Die von Martin C. Lukas aufgedeckten Landkonflikte sind nicht nur von zentraler Bedeutung für ein nachhaltigeres Ressourcenmanagement, sondern auch gesellschaftspolitisch äußerst relevant. Seine Dokumentation der Wurzeln dieser Konflikte, der Vertreibungen in den 1950/60er Jahren, gewährt tiefgreifende Einblicke in die gewaltvollen und noch völlig unaufgeklärten Ereignisse dieser Zeit: den Guerillakrieg einer radikal-islamistischen Bewegung und die ‚anti-kommunistischen Säuberungen‘ nach der Machtübernahme Präsident Suhartos (eines der größten Massaker der Geschichte). Versuche einer Rekonstruktion und Aufklärung dieser Ereignisse und der mit ihnen verbundenen bis heute fortbestehenden Ungerechtigkeiten und Konflikte gelten als politisch heikel, sind jedoch als Teil der (noch fragilen) Demokratisierung Indonesiens dringend geboten. Die Arbeit von Herrn Lukas trägt dazu bei.

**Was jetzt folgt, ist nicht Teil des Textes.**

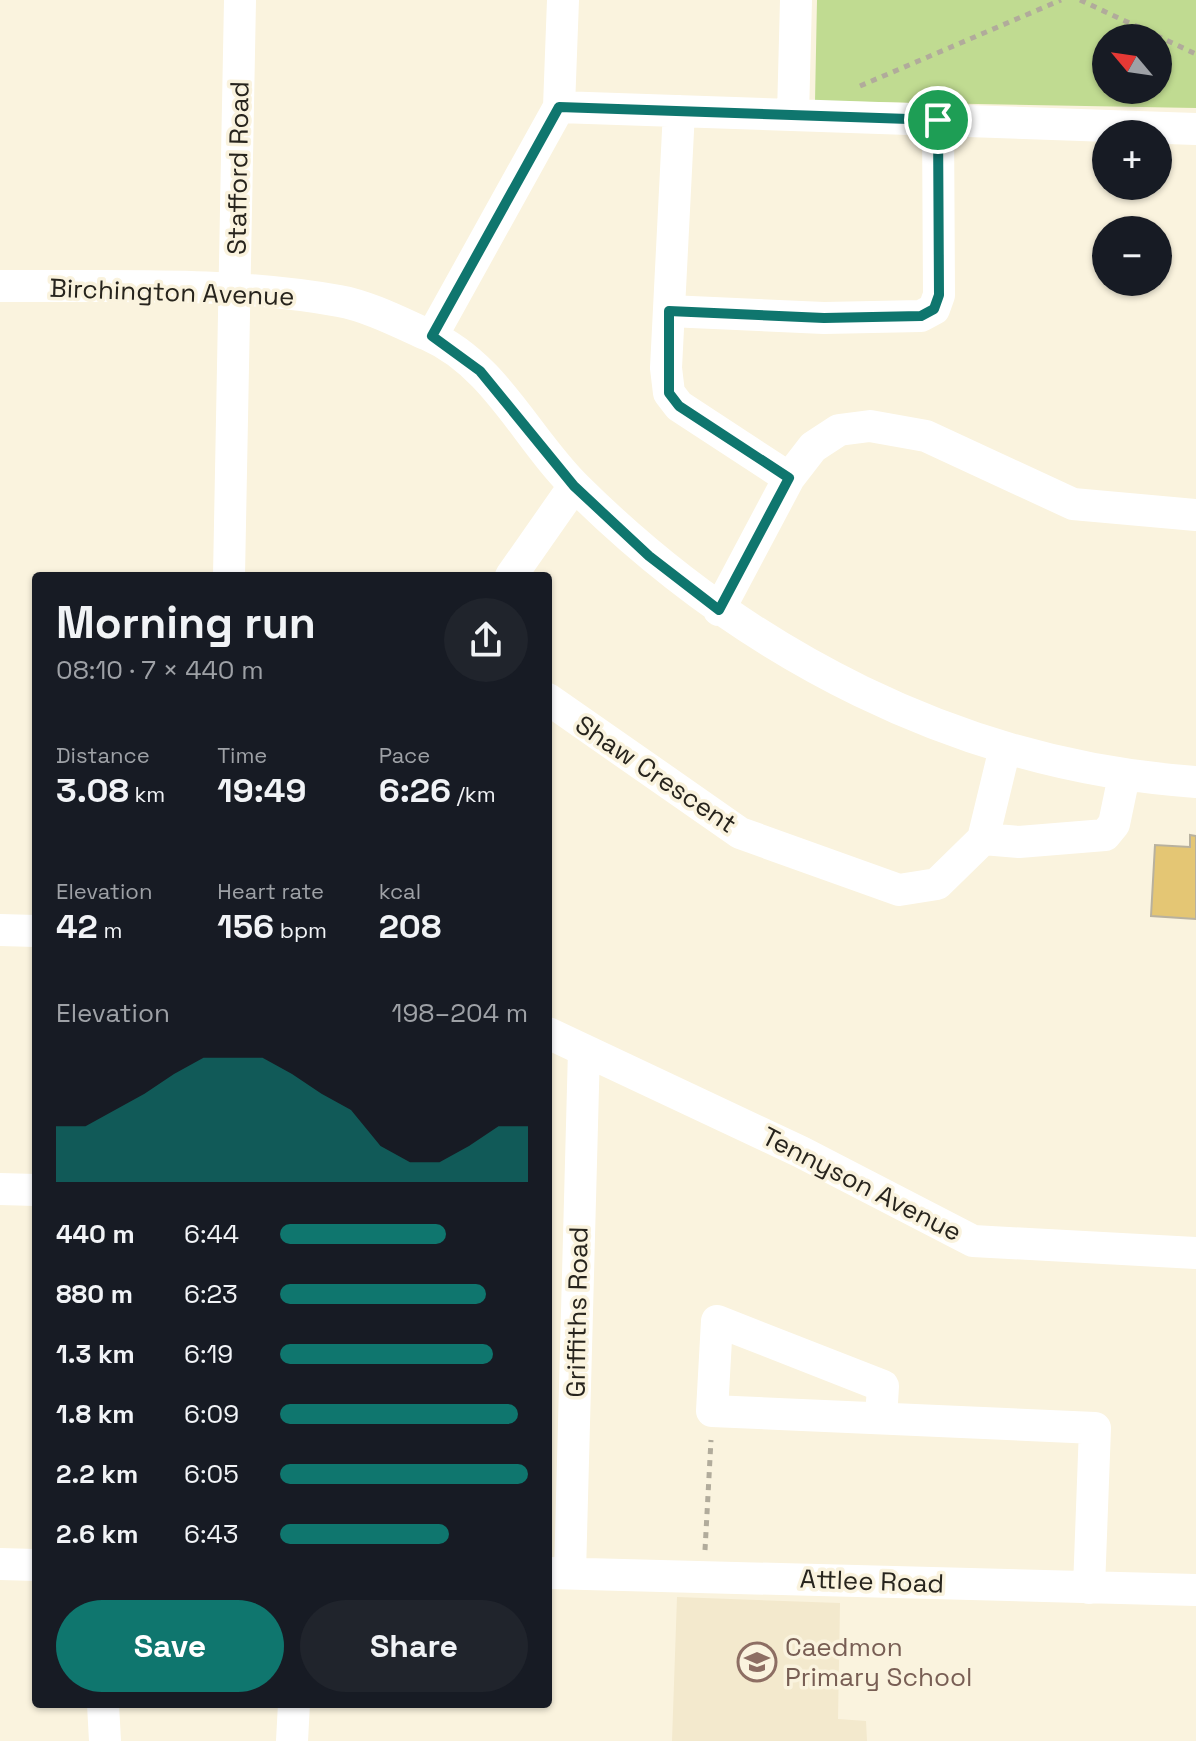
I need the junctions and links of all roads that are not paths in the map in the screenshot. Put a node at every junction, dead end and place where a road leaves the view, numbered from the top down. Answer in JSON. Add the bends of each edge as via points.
{"nodes":[{"id":1,"x":240,"y":0,"type":"edge"},
{"id":2,"x":563,"y":0,"type":"edge"},
{"id":3,"x":796,"y":0,"type":"edge"},
{"id":4,"x":559,"y":107,"type":"junction"},
{"id":5,"x":679,"y":111,"type":"junction"},
{"id":6,"x":793,"y":115,"type":"junction"},
{"id":7,"x":938,"y":120,"type":"junction"},
{"id":8,"x":1196,"y":129,"type":"edge"},
{"id":9,"x":0,"y":286,"type":"edge"},
{"id":10,"x":237,"y":289,"type":"junction"},
{"id":11,"x":669,"y":311,"type":"junction"},
{"id":12,"x":432,"y":336,"type":"junction"},
{"id":13,"x":789,"y":478,"type":"junction"},
{"id":14,"x":574,"y":486,"type":"junction"},
{"id":15,"x":1196,"y":515,"type":"edge"},
{"id":16,"x":229,"y":572,"type":"edge"},
{"id":17,"x":514,"y":572,"type":"edge"},
{"id":18,"x":719,"y":610,"type":"junction"},
{"id":19,"x":552,"y":702,"type":"edge"},
{"id":20,"x":1005,"y":748,"type":"junction"},
{"id":21,"x":1124,"y":776,"type":"junction"},
{"id":22,"x":1196,"y":782,"type":"edge"},
{"id":23,"x":983,"y":839,"type":"junction"},
{"id":24,"x":0,"y":930,"type":"edge"},
{"id":25,"x":32,"y":931,"type":"edge"},
{"id":26,"x":552,"y":1035,"type":"edge"},
{"id":27,"x":584,"y":1050,"type":"junction"},
{"id":28,"x":0,"y":1189,"type":"edge"},
{"id":29,"x":32,"y":1190,"type":"edge"},
{"id":30,"x":1196,"y":1253,"type":"edge"},
{"id":31,"x":881,"y":1418,"type":"junction"},
{"id":32,"x":0,"y":1564,"type":"edge"},
{"id":33,"x":32,"y":1565,"type":"edge"},
{"id":34,"x":559,"y":1573,"type":"edge"},
{"id":35,"x":1089,"y":1588,"type":"junction"},
{"id":36,"x":1196,"y":1590,"type":"edge"},
{"id":37,"x":103,"y":1708,"type":"edge"},
{"id":38,"x":294,"y":1708,"type":"edge"},
{"id":39,"x":105,"y":1741,"type":"edge"},
{"id":40,"x":292,"y":1741,"type":"edge"}],
"edges":[{"from":1,"to":10,"type":"street","name":"Stafford Road"},
{"from":2,"to":4,"type":"street"},
{"from":3,"to":6,"type":"street"},
{"from":4,"to":5,"type":"street"},
{"from":4,"to":12,"type":"street"},
{"from":5,"to":6,"type":"street"},
{"from":5,"to":11,"type":"street"},
{"from":6,"to":7,"type":"street"},
{"from":7,"to":8,"type":"street"},
{"from":7,"to":11,"type":"street","via":[[939,295],[934,309],[921,316],[824,318]]},
{"from":9,"to":10,"type":"street","name":"Birchington Avenue"},
{"from":10,"to":12,"type":"street","name":"Birchington Avenue","via":[[342,301]]},
{"from":10,"to":16,"type":"street","name":"Stafford Road"},
{"from":11,"to":13,"type":"street","via":[[669,393],[679,406]]},
{"from":12,"to":14,"type":"street","name":"Birchington Avenue","via":[[480,371]]},
{"from":13,"to":15,"type":"street","via":[[813,447],[839,430],[870,426],[926,436],[1073,504]]},
{"from":13,"to":18,"type":"street"},
{"from":14,"to":17,"type":"street"},
{"from":14,"to":18,"type":"street","name":"Birchington Avenue","via":[[649,556]]},
{"from":18,"to":20,"type":"street","name":"Birchington Avenue","via":[[782,651],[897,710]]},
{"from":19,"to":23,"type":"street","name":"Shaw Crescent","via":[[740,833],[899,890],[937,884]]},
{"from":20,"to":21,"type":"street","name":"Birchington Avenue"},
{"from":20,"to":23,"type":"street"},
{"from":21,"to":22,"type":"street","name":"Birchington Avenue"},
{"from":21,"to":23,"type":"street","via":[[1114,824],[1105,835],[1019,842]]},
{"from":24,"to":25,"type":"street"},
{"from":26,"to":27,"type":"street","name":"Tennyson Avenue"},
{"from":27,"to":30,"type":"street","name":"Tennyson Avenue","via":[[801,1152],[973,1241]]},
{"from":27,"to":34,"type":"street","name":"Griffiths Road"},
{"from":28,"to":29,"type":"street"},
{"from":31,"to":31,"type":"street","via":[[883,1386],[717,1321],[712,1411]]},
{"from":31,"to":35,"type":"street","via":[[1095,1428]]},
{"from":32,"to":33,"type":"street"},
{"from":34,"to":35,"type":"street","name":"Attlee Road"},
{"from":35,"to":36,"type":"street","name":"Attlee Road"},
{"from":37,"to":39,"type":"street"},
{"from":38,"to":40,"type":"street"}]}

Es ist nicht zuletzt der großen Geduld, Beharrlichkeit und Einfühlsamkeit von Martin C. Lukas zu verdanken, der auch Indonesisch spricht, dass es in Workshops teilweise erstmals zu Gesprächen zwischen einzelnen, in Konflikt miteinander stehenden Beteiligten kam. Die Veröffentlichung der Forschungsergebnisse in Open Access-Quellen und teilweise auch in indonesischer Sprache trägt dazu bei, dass sich die Menschen, zivilgesellschaftliche Organisationen und politische Akteure über die gesamte Bandbreite der Ursachenfaktoren informieren können. Zudem hofft Herr Lukas, dass seine Offenlegung der Konflikte und ihrer Verbindung mit Umweltdegradierung politischen Druck ausübt, der zur Konfliktlösung beitragen kann. Die Wirkungen der Forschungsarbeit gehen deshalb weit über das zugrundliegende ökologische Problem hinaus.